WHAT THE TASK ASKS - Word for word, restate all of the data shown below.

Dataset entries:

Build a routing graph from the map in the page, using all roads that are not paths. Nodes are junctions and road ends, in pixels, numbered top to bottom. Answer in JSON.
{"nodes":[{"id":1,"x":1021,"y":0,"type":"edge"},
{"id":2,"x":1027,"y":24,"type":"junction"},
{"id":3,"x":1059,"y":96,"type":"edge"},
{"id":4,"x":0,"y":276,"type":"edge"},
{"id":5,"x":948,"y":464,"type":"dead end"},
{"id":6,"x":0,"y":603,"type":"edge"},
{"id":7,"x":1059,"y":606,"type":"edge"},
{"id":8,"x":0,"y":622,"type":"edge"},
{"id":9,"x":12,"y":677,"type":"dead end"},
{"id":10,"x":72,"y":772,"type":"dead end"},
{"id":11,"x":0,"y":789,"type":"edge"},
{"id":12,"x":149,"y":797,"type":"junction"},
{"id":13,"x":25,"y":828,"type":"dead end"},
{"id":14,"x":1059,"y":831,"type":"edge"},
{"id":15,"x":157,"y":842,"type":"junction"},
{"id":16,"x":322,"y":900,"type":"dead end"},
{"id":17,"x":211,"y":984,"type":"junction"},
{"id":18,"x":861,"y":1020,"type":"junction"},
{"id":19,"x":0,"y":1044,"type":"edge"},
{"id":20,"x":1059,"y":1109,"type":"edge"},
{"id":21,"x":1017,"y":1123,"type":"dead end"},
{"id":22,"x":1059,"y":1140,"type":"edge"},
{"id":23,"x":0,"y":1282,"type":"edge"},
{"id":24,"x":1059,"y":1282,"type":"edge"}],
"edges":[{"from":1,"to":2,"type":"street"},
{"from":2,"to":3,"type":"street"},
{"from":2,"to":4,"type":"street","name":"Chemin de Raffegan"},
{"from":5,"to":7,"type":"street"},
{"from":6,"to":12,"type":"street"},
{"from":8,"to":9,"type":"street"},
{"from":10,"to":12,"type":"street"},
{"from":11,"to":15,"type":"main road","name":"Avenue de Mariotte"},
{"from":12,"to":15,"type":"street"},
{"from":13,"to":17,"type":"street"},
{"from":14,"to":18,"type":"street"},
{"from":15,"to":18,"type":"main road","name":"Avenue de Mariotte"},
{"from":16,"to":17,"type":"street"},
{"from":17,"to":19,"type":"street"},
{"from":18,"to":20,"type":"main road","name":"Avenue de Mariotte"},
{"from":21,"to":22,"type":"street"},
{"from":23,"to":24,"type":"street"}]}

EXERCISE OUTPUT -
Build a routing graph from the map in the page, using all roads that are not paths. Nodes are junctions and road ends, in pixels, numbered top to bottom. Answer in JSON.
{"nodes":[{"id":1,"x":1021,"y":0,"type":"edge"},
{"id":2,"x":1027,"y":24,"type":"junction"},
{"id":3,"x":1059,"y":96,"type":"edge"},
{"id":4,"x":0,"y":276,"type":"edge"},
{"id":5,"x":948,"y":464,"type":"dead end"},
{"id":6,"x":0,"y":603,"type":"edge"},
{"id":7,"x":1059,"y":606,"type":"edge"},
{"id":8,"x":0,"y":622,"type":"edge"},
{"id":9,"x":12,"y":677,"type":"dead end"},
{"id":10,"x":72,"y":772,"type":"dead end"},
{"id":11,"x":0,"y":789,"type":"edge"},
{"id":12,"x":149,"y":797,"type":"junction"},
{"id":13,"x":25,"y":828,"type":"dead end"},
{"id":14,"x":1059,"y":831,"type":"edge"},
{"id":15,"x":157,"y":842,"type":"junction"},
{"id":16,"x":322,"y":900,"type":"dead end"},
{"id":17,"x":211,"y":984,"type":"junction"},
{"id":18,"x":861,"y":1020,"type":"junction"},
{"id":19,"x":0,"y":1044,"type":"edge"},
{"id":20,"x":1059,"y":1109,"type":"edge"},
{"id":21,"x":1017,"y":1123,"type":"dead end"},
{"id":22,"x":1059,"y":1140,"type":"edge"},
{"id":23,"x":0,"y":1282,"type":"edge"},
{"id":24,"x":1059,"y":1282,"type":"edge"}],
"edges":[{"from":1,"to":2,"type":"street"},
{"from":2,"to":3,"type":"street"},
{"from":2,"to":4,"type":"street","name":"Chemin de Raffegan"},
{"from":5,"to":7,"type":"street"},
{"from":6,"to":12,"type":"street"},
{"from":8,"to":9,"type":"street"},
{"from":10,"to":12,"type":"street"},
{"from":11,"to":15,"type":"main road","name":"Avenue de Mariotte"},
{"from":12,"to":15,"type":"street"},
{"from":13,"to":17,"type":"street"},
{"from":14,"to":18,"type":"street"},
{"from":15,"to":18,"type":"main road","name":"Avenue de Mariotte"},
{"from":16,"to":17,"type":"street"},
{"from":17,"to":19,"type":"street"},
{"from":18,"to":20,"type":"main road","name":"Avenue de Mariotte"},
{"from":21,"to":22,"type":"street"},
{"from":23,"to":24,"type":"street"}]}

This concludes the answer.